[Stored data]
_ _ _ _ _
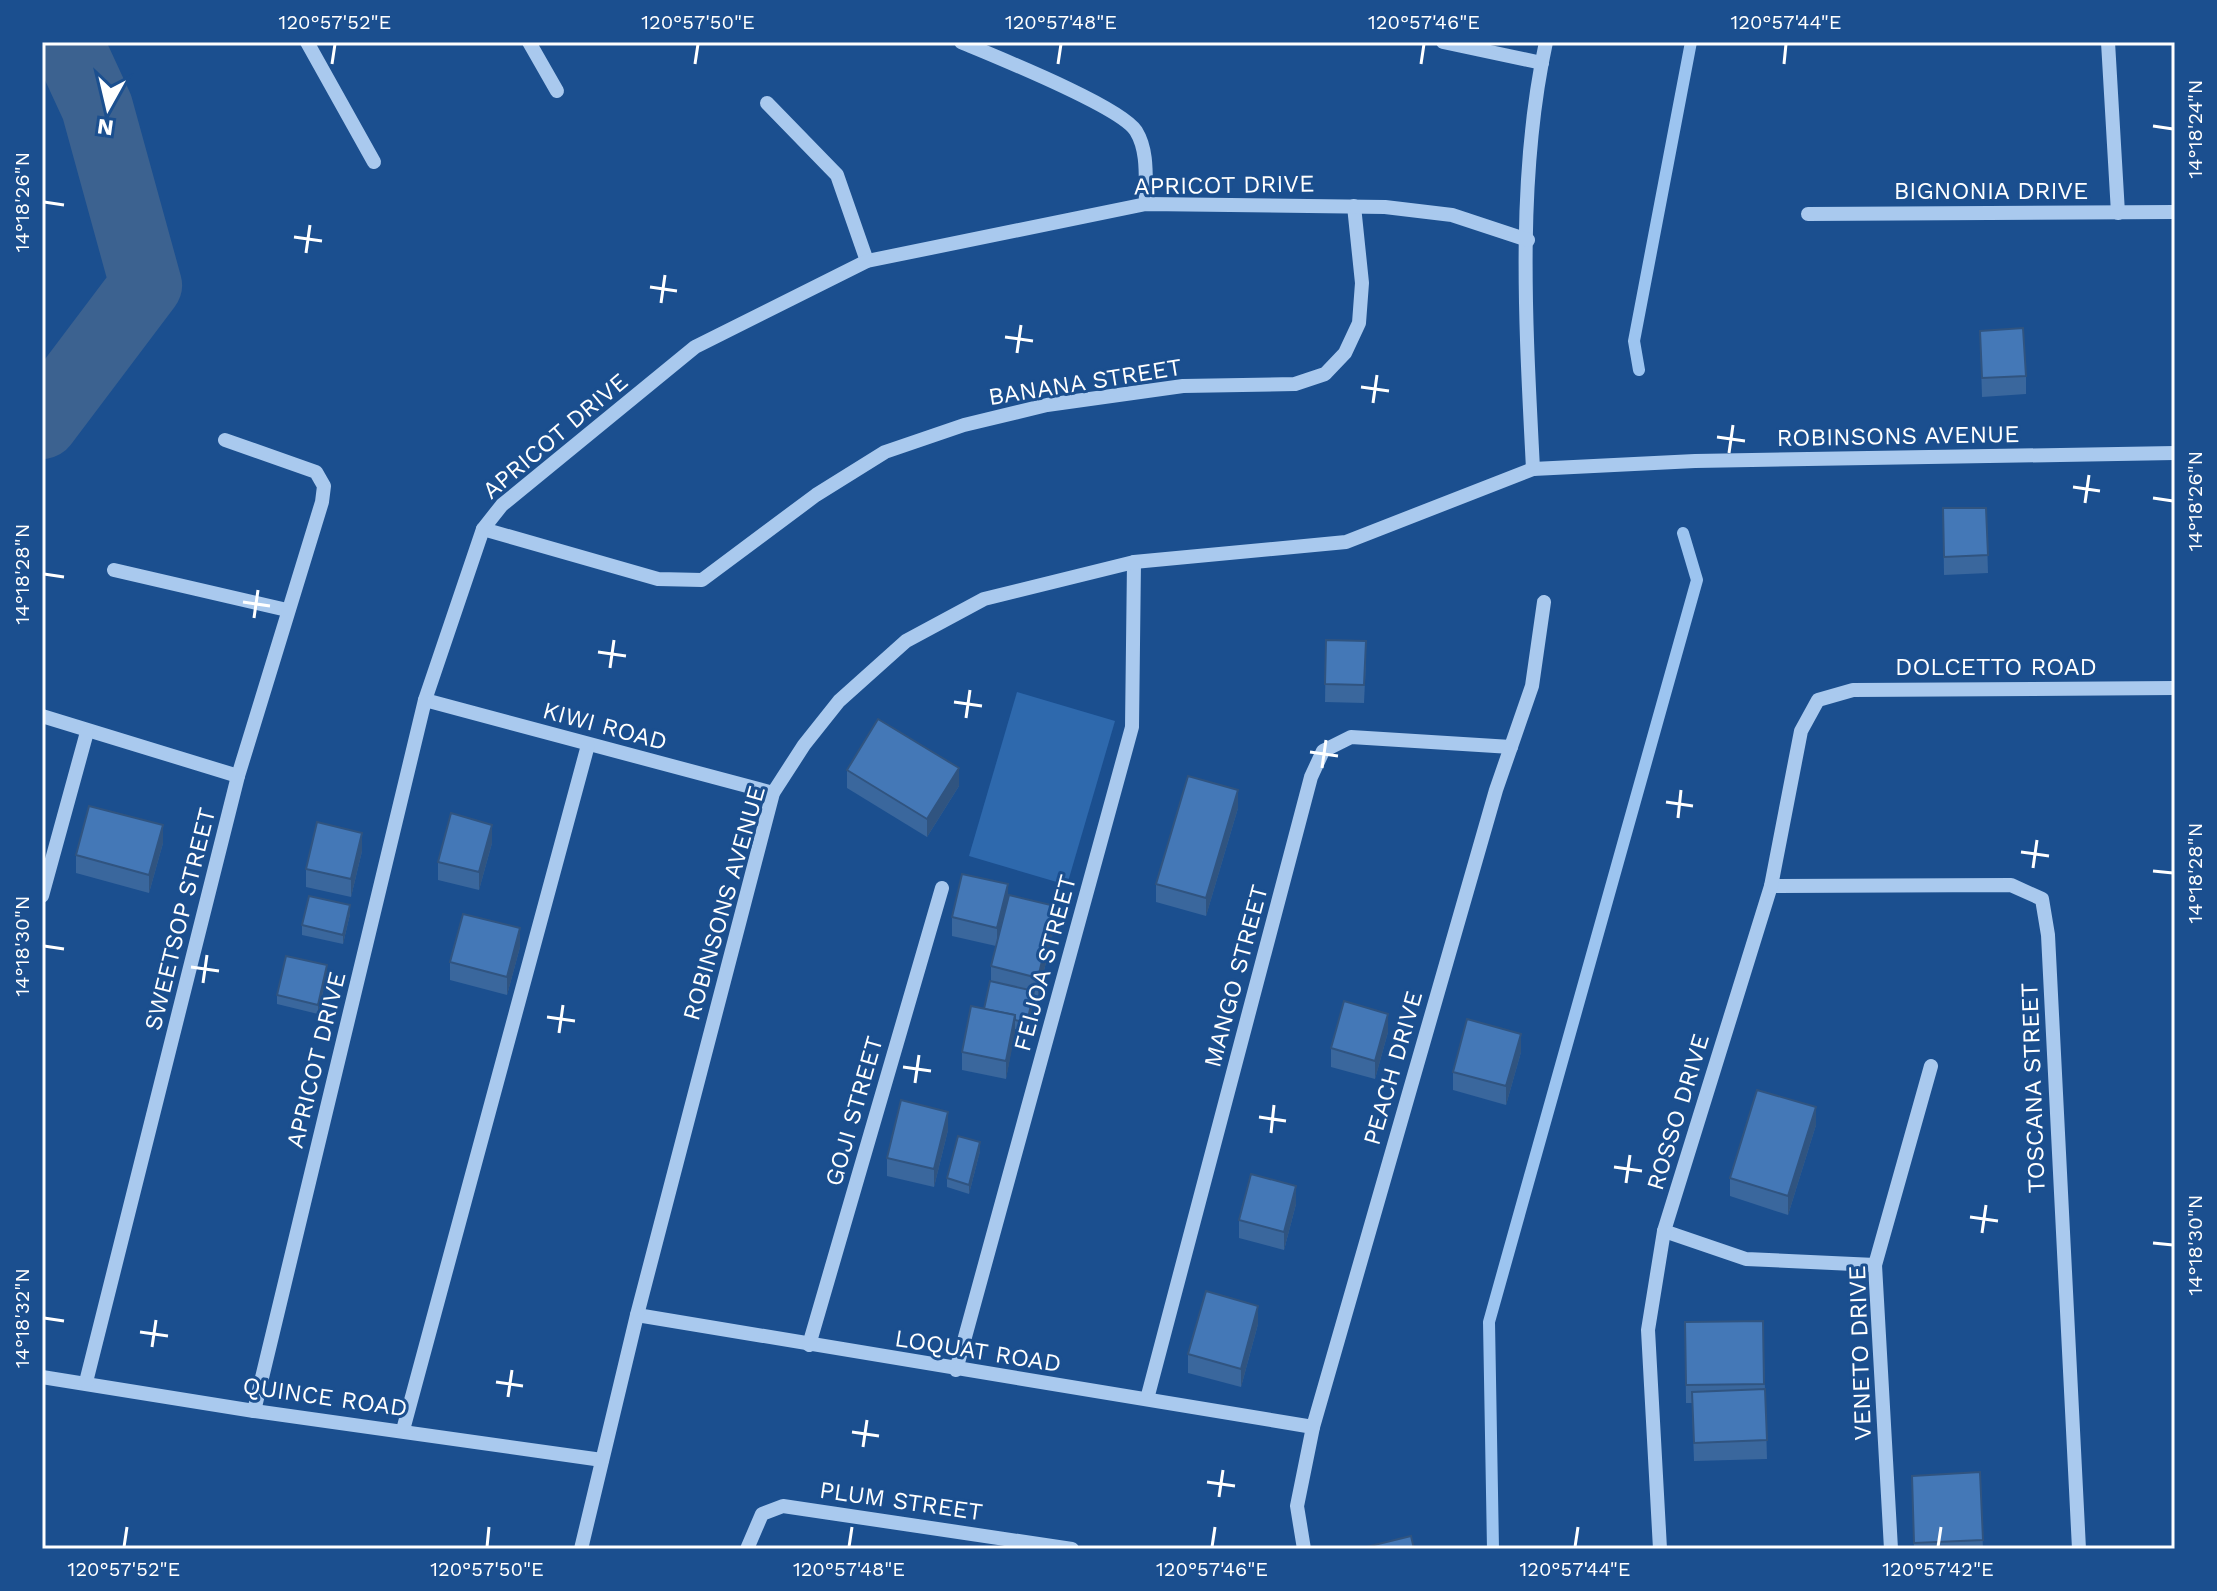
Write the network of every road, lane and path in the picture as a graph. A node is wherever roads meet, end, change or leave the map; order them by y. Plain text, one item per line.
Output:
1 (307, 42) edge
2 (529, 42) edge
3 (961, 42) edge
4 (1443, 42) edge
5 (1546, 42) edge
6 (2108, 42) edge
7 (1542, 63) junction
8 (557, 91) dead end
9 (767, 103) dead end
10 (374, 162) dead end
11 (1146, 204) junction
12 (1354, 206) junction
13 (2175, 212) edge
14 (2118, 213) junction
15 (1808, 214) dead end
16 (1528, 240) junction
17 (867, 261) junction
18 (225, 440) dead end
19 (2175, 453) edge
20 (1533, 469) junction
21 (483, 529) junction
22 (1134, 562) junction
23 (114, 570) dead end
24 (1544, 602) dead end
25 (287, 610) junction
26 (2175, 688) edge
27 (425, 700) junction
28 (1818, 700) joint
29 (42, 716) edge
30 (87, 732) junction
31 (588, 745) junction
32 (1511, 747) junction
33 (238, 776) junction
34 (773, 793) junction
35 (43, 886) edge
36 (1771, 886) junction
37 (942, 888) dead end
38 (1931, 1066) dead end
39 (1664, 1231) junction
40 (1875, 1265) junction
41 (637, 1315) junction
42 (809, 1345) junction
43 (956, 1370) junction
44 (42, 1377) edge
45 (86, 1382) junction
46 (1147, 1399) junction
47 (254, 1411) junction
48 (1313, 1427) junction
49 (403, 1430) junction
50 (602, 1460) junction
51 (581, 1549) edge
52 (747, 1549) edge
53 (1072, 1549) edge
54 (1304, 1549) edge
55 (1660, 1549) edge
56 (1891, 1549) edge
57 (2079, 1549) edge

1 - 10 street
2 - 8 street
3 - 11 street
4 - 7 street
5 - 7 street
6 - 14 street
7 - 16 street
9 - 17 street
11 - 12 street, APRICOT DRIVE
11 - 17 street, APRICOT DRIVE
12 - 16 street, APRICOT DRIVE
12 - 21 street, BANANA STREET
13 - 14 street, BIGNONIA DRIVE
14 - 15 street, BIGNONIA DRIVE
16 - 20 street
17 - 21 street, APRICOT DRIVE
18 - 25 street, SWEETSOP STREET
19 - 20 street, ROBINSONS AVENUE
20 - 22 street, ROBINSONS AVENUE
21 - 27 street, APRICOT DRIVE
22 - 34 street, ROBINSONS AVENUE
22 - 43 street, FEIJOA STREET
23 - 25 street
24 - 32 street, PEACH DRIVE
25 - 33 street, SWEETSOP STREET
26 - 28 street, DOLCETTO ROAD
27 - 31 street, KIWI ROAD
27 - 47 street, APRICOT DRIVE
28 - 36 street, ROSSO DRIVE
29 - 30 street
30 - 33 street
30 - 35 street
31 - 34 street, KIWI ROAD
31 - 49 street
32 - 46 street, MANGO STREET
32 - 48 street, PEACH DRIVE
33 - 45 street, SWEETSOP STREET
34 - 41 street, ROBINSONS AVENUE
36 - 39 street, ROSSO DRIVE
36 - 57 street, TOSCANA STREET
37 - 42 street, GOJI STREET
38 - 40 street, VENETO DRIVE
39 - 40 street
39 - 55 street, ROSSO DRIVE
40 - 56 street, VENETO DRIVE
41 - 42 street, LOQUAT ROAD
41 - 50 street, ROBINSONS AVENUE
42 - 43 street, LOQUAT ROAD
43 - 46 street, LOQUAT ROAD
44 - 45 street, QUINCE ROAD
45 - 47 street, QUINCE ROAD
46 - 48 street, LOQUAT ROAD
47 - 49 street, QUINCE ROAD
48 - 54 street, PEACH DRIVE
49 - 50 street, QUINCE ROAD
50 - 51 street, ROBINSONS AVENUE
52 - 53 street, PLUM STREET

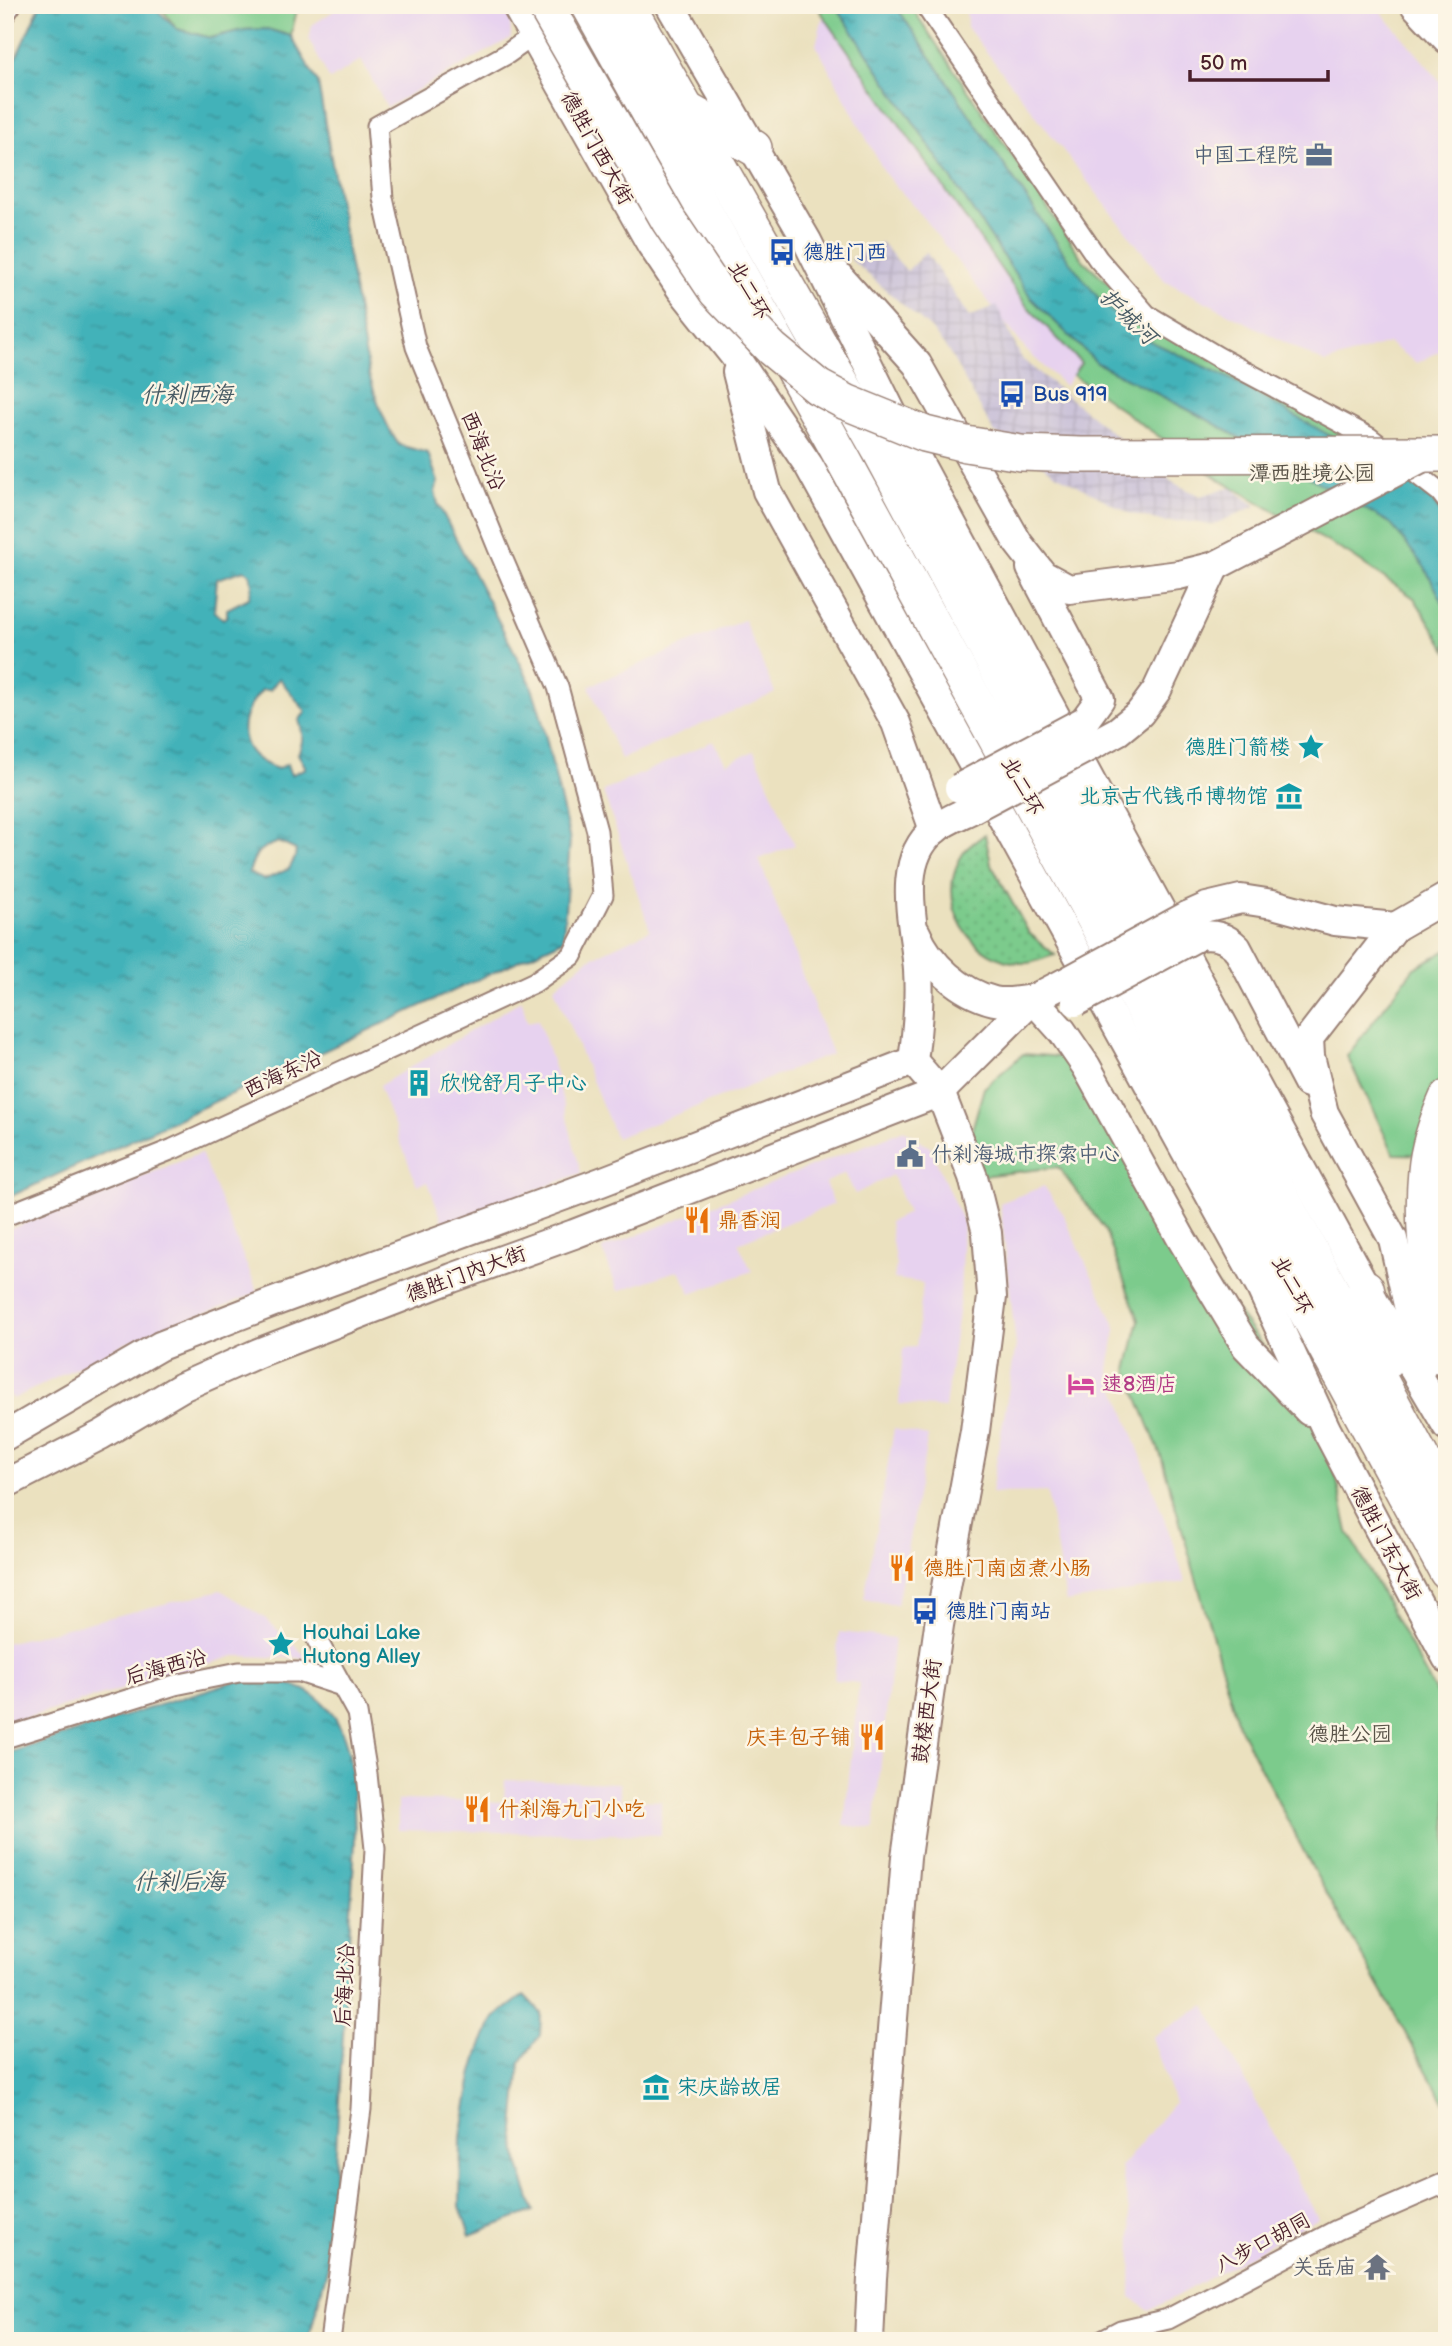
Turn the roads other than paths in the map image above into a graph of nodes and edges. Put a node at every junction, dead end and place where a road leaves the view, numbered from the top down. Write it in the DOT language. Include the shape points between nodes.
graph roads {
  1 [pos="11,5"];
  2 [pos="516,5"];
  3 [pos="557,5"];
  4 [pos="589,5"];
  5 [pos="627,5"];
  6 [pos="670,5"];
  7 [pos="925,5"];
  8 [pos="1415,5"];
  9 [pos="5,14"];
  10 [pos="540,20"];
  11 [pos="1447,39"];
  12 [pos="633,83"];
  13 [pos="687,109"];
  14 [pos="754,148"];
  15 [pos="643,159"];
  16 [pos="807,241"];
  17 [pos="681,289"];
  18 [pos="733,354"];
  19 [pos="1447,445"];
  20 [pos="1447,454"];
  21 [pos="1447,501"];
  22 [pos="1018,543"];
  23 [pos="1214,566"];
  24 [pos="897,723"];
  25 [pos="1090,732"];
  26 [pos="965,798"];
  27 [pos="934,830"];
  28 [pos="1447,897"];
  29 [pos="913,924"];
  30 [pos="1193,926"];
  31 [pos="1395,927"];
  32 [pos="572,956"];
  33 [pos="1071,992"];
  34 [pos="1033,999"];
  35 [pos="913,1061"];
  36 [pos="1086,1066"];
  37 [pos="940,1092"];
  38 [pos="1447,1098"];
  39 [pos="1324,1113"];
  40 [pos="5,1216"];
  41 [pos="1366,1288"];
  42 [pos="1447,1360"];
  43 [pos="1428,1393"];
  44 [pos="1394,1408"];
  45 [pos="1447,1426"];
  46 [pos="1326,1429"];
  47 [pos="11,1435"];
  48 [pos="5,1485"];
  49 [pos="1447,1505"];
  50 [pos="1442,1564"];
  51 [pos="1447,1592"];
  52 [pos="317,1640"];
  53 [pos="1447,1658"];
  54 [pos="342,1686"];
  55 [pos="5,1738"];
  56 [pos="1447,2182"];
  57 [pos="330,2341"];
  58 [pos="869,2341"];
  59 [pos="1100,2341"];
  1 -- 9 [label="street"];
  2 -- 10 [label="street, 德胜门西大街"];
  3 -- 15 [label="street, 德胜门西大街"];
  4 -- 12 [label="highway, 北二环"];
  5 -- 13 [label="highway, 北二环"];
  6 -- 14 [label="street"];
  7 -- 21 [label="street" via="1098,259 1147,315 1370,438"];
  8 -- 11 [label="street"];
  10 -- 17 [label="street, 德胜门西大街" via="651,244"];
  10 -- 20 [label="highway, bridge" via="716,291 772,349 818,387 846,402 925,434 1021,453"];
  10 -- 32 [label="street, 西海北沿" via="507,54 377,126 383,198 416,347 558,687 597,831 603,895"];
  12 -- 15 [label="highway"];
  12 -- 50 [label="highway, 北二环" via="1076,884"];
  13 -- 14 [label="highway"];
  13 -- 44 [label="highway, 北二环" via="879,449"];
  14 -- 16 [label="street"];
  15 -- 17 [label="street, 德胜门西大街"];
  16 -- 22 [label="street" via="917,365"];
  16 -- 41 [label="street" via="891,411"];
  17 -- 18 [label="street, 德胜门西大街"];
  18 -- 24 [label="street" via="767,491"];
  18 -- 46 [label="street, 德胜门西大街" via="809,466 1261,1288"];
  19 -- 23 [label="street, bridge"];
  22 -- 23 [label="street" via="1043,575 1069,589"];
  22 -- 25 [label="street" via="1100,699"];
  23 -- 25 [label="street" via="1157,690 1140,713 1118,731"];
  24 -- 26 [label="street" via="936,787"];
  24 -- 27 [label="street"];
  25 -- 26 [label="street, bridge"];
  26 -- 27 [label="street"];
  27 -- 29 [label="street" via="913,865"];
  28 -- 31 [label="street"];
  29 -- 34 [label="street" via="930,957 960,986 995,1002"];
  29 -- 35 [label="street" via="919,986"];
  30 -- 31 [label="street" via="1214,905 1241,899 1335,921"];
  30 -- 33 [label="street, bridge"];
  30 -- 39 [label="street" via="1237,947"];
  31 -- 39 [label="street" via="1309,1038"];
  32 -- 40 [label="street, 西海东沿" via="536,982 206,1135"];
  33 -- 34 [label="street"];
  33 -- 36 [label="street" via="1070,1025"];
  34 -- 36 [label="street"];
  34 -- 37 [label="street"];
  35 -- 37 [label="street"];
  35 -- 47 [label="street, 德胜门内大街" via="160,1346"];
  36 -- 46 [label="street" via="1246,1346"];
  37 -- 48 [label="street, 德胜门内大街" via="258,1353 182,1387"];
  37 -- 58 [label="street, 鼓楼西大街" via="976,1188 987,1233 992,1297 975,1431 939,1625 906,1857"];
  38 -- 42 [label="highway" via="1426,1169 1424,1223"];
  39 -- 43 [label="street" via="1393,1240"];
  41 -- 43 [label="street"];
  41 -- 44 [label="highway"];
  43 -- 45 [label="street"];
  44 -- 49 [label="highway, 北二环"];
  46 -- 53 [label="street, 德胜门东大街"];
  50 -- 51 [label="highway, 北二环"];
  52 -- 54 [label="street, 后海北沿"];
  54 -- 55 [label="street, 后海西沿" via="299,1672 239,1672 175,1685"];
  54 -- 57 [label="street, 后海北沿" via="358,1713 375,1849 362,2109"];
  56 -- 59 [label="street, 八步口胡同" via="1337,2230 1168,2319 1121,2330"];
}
_ _ _ _ _
- YOUR INSTRUCTIONS: Go through the records above, find each line with the string "AVENUE", and copy it.

- YOUR SOLUTION:
19 - 20 street, ROBINSONS AVENUE
20 - 22 street, ROBINSONS AVENUE
22 - 34 street, ROBINSONS AVENUE
34 - 41 street, ROBINSONS AVENUE
41 - 50 street, ROBINSONS AVENUE
50 - 51 street, ROBINSONS AVENUE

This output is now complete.